Official sources said that Reliance Group President Anil Ambani appeared before the Enforcement Directorate on Tuesday (August 5, 2025) to inquire in a money laundering case, which was related to several bank debt fraud cases during crores of rupees against his group companies.
He reached the office of the Central Investigation Agency in Central Delhi around 11 am
The ED will record the statement of a 66 -year -old businessman under the Prevention of Money Laundering Act (PMLA).
On July 24, summons come after the agency discovered in 35 campuses of 50 companies and 25 people, including its business group officials in Mumbai.
Yes, allegations of ‘gross violation’ in bank loan approval
The action belongs to the alleged financial irregularities and collective debt “diversion”, which is more than 17,000 crores by several group companies of Anil Ambani, including Reliance Infrastructure (R Infra).
The first charge is related to the “illegal” loan turn of ₹ 3,000 crore given by Yes Bank to Ambani’s group companies between 2017 and 2019.
ED suspects, sources said that just before providing loans, yes bank promoters received “money” in their companies.
The agency is investigating “bribe” and this connivance of debt.
Sources said that ED is also investigating allegations of “gross violation” in the approved of these companies, including the bank’s credit policy violations, such as any proposed credit approved memorandum and investment without any appropriate hard work/credit analysis.
The loan has been “diverted” by several group companies and “shell” (fake) companies involved.
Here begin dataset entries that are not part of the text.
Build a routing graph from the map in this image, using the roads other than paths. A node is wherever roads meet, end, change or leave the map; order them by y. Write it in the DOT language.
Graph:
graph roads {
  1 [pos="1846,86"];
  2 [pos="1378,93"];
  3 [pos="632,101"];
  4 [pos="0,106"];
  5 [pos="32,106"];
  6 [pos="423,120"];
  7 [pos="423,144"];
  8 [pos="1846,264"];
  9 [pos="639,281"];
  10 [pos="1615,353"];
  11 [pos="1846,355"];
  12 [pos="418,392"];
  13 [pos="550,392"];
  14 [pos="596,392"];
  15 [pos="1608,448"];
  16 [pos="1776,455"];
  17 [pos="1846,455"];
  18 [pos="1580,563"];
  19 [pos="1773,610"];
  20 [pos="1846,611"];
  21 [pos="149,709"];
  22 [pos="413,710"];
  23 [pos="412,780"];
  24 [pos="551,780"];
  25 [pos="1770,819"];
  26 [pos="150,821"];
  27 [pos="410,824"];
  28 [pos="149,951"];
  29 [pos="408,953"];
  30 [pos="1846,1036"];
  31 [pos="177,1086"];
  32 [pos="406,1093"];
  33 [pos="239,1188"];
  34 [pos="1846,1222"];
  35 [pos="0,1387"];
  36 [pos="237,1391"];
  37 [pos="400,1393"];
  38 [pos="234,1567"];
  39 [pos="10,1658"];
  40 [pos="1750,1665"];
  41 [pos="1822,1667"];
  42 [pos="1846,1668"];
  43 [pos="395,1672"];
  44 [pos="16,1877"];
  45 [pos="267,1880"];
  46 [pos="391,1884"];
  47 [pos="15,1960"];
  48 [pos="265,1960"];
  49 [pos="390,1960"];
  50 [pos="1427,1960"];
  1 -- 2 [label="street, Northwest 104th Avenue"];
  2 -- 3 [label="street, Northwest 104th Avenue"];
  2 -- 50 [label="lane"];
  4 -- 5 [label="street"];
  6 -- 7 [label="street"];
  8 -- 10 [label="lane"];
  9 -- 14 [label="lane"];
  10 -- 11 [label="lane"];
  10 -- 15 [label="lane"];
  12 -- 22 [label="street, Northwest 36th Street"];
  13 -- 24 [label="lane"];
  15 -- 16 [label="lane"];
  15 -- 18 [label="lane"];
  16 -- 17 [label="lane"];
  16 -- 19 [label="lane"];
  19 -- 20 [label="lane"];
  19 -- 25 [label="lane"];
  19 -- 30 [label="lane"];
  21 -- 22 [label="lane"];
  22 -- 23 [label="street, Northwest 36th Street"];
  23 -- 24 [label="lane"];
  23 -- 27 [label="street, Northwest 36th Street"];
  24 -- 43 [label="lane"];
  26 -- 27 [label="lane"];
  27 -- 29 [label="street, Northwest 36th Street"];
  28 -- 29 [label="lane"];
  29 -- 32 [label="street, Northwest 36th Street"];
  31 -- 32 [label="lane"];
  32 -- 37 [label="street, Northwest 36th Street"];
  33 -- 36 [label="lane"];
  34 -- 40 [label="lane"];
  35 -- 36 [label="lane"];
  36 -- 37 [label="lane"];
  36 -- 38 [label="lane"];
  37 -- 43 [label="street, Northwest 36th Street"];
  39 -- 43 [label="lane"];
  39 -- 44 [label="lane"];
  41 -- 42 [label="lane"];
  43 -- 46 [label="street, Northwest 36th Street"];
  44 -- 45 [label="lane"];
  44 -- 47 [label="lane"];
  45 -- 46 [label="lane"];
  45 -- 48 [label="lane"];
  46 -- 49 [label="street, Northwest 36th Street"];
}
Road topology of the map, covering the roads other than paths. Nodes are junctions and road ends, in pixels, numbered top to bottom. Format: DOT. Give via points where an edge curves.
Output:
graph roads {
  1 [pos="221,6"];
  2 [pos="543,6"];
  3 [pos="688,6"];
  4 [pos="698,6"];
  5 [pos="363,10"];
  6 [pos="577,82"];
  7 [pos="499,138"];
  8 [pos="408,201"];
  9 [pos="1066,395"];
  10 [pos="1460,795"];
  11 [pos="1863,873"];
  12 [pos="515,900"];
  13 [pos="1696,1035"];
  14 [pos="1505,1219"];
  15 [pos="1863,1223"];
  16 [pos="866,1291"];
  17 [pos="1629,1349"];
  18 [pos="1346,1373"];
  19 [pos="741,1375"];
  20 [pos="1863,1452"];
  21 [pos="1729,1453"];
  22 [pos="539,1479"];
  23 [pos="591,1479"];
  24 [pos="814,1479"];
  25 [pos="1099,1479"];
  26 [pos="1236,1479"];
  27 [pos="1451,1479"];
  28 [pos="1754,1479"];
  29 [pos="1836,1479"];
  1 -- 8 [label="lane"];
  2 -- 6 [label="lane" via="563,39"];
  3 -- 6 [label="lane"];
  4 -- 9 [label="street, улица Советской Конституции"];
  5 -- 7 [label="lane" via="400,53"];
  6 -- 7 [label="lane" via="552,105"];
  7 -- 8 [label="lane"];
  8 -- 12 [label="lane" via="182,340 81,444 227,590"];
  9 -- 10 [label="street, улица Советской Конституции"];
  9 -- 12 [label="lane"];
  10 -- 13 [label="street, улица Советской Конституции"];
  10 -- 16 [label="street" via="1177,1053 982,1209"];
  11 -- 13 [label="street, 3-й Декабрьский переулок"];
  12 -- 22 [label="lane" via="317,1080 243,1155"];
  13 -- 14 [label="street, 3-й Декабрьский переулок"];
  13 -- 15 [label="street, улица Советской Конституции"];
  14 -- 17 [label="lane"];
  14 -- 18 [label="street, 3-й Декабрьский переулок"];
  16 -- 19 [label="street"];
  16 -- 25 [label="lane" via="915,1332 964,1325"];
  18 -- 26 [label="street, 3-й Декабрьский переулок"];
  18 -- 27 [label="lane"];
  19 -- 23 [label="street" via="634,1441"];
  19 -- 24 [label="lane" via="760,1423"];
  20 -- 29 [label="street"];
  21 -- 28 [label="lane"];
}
The agency is also looking at some examples of loans given to institutions with weak financials, according to sources, according to sources, lack of proper documentation of loans and proper hard work, general addresses of borrowers and general directors in their companies, etc. The money laundering case stems from at least two CBI FIRs and the National Housing Bank, SEBI, National Financial Reporting Authority and the reports shared with the ED, he said.
Closure of public money
Sources said that these reports indicated that there was a “well -employed and idea” to remove or cordon public funds by cheating banks, shareholders, investors and other public institutions.
Based on the SEBI report, the other allegation being investigated by the ED is that R. Infra “diverted” the funds objected in the form of inter-corporate deposits (ICD) for group companies through a company called CL. It has been alleged that R Infra did not disclose CL as his “related party” to avoid approval from shareholders and audit panels to CLE.
A Reliance Group spokesperson denied any wrongdoing and said in a statement that the allegation of an alleged turn of 10,000 crore for an unknown party was a 10 -year -old case and the company said in its financial statements that its exposure was only around 00 6,500 crores.
The statement said that Reliance Infrastructure publicly disclosed the matter on 9 February 2025, about six months ago. “The compulsory arbitration proceedings organized by a retired Supreme Court judge and the arbitration award filed before the Honorable Bombay High Court, Reliance Infrastructure arrived in a compromise, which entered into an agreement to fix 1005 explosions of ₹ 6,500 crore,” said this.
The company said that Ambani was not in the board of more than three years (March 2022).
The central government recently informed the Parliament that State Bank of India classified RCom as “fraud” with Ambani and was also in the process of filing a complaint with the CBI.
Sources said that between RCom and Canara Bank, a bank loan of more than 1,050 crore is also subject to the ED scanner, in addition to some “unknown” foreign bank accounts and assets, the sources said.
Reliance Mutual Fund has also been asked to invest in AT -1 bond and 2,850 crores, and the agency is a “Kwid Pro Quo” here.
Additional Tier 1 (AT -1) banks have always issued bonds to increase their capital base, and they are at risk compared to traditional bonds, high interest rates.